Writing a simple Ruby evaluator in Haskell

Posted on March 25, 2005

In the last few days I have been learning Ruby, something I have had on my to-do list for a long time. Luckily, I now have a project for which Ruby on Rails is perfect, and so now is the perfect time to get more into Ruby.

Naturally, I am making much use of the second edition of “The Pickaxe,” (pragmatic) Dave Thomas’s book Programming Ruby (the first edition of which is available online). Overall, it is a great book: good organization, lively writing, and superb examples.

But I must say I have one source of frustration. I am a computer-language guy, and I frequently find myself thinking, that’s great, but what exactly does this mean?
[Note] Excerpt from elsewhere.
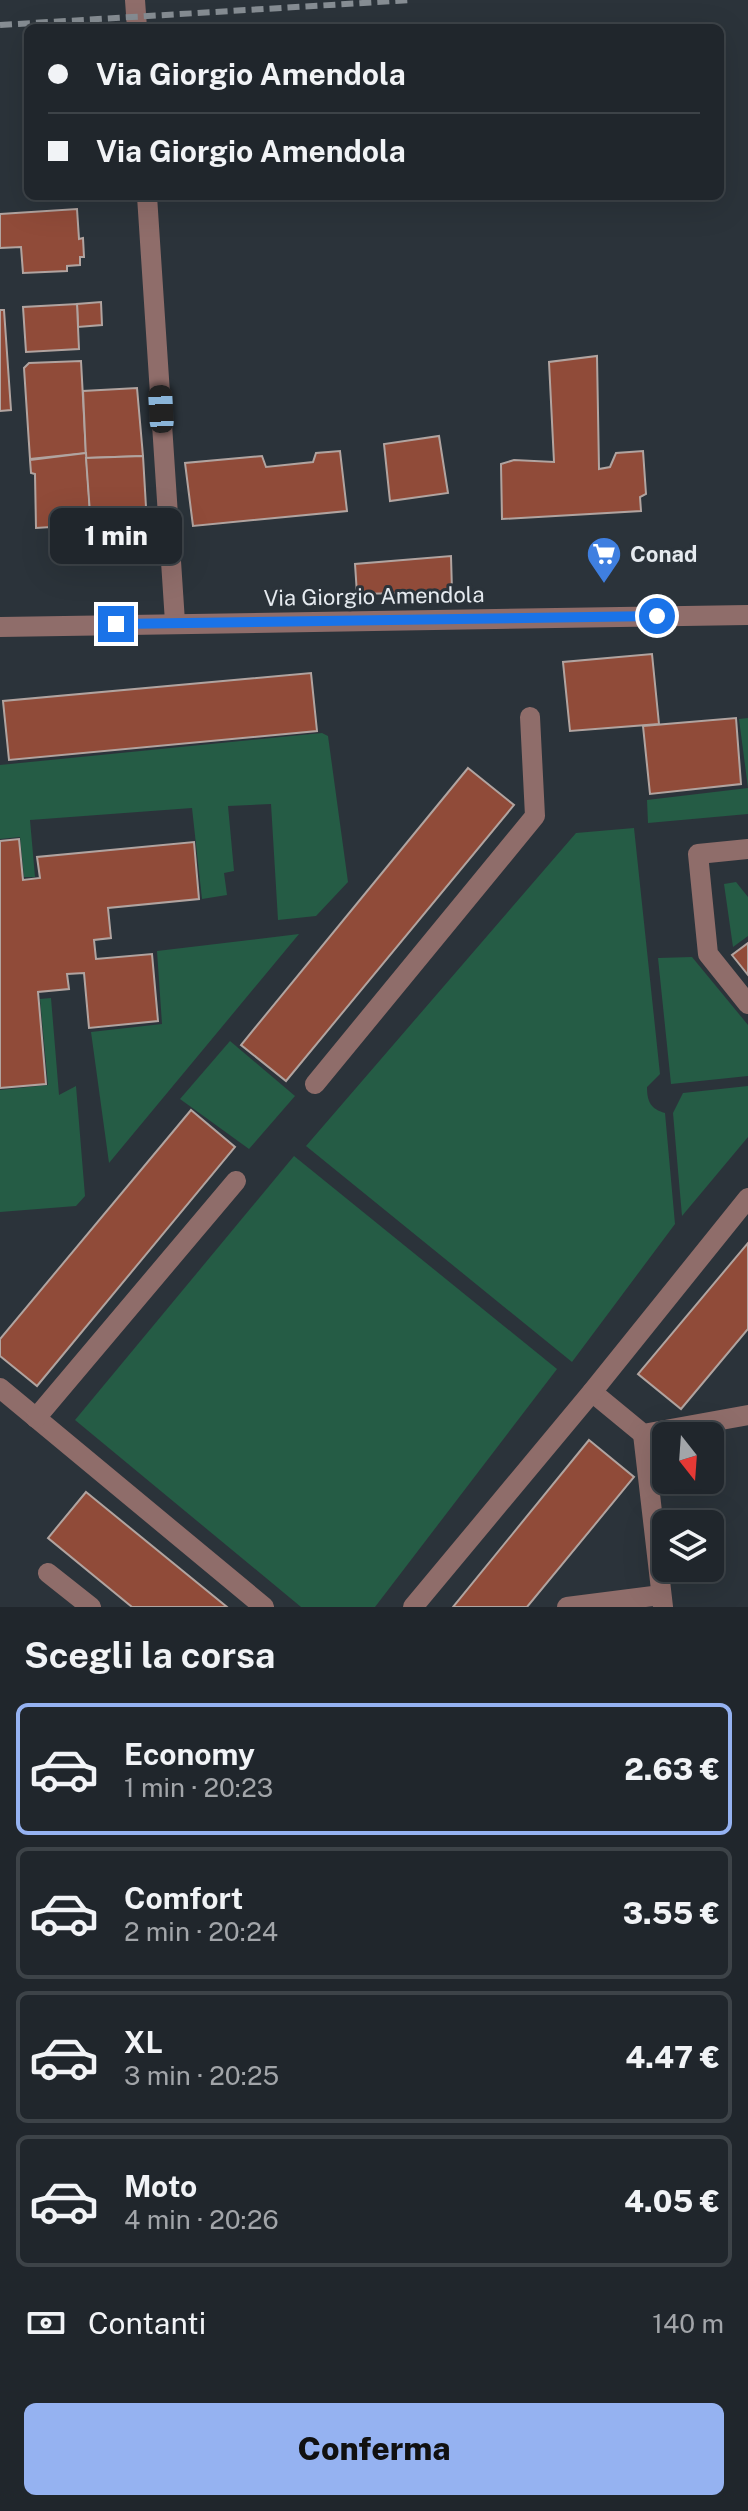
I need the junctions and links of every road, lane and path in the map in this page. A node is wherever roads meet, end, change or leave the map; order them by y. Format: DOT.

I’ll give you an example, which I found quite surprising.

Using the following Ruby code, you can create what is in effect your own while-loop construct:

def my_while(cond)
  break unless cond
  yield
  retry
end

i = 0
my_while i < 10 do
  print i
  i += 1
end

# output: 0123456789

At first, this blew my mind. Why? Because while reading the book, I was building an understanding of the semantics of the Ruby language in my head, and my understanding of what it means to call a function (iterator) with a block was wrong. In my understanding, calling a function results in evaluating its arguments in the caller’s evaluation context, entering the evaluation context of the function, binding the argument values, passing in the associated block, and then evaluating the function body. When retry is called, I reasoned mistakenly, the evaluation stops and begins anew at the beginning of the function body, in this case, back at the break expression.

But, clearly, that cannot be what is happening. If it were, the loop would never terminate. The condition i < 10 would be evaluated only once – when the my_while function was called – and thus true would be forever bound to cond within the evaluation context of the function’s body.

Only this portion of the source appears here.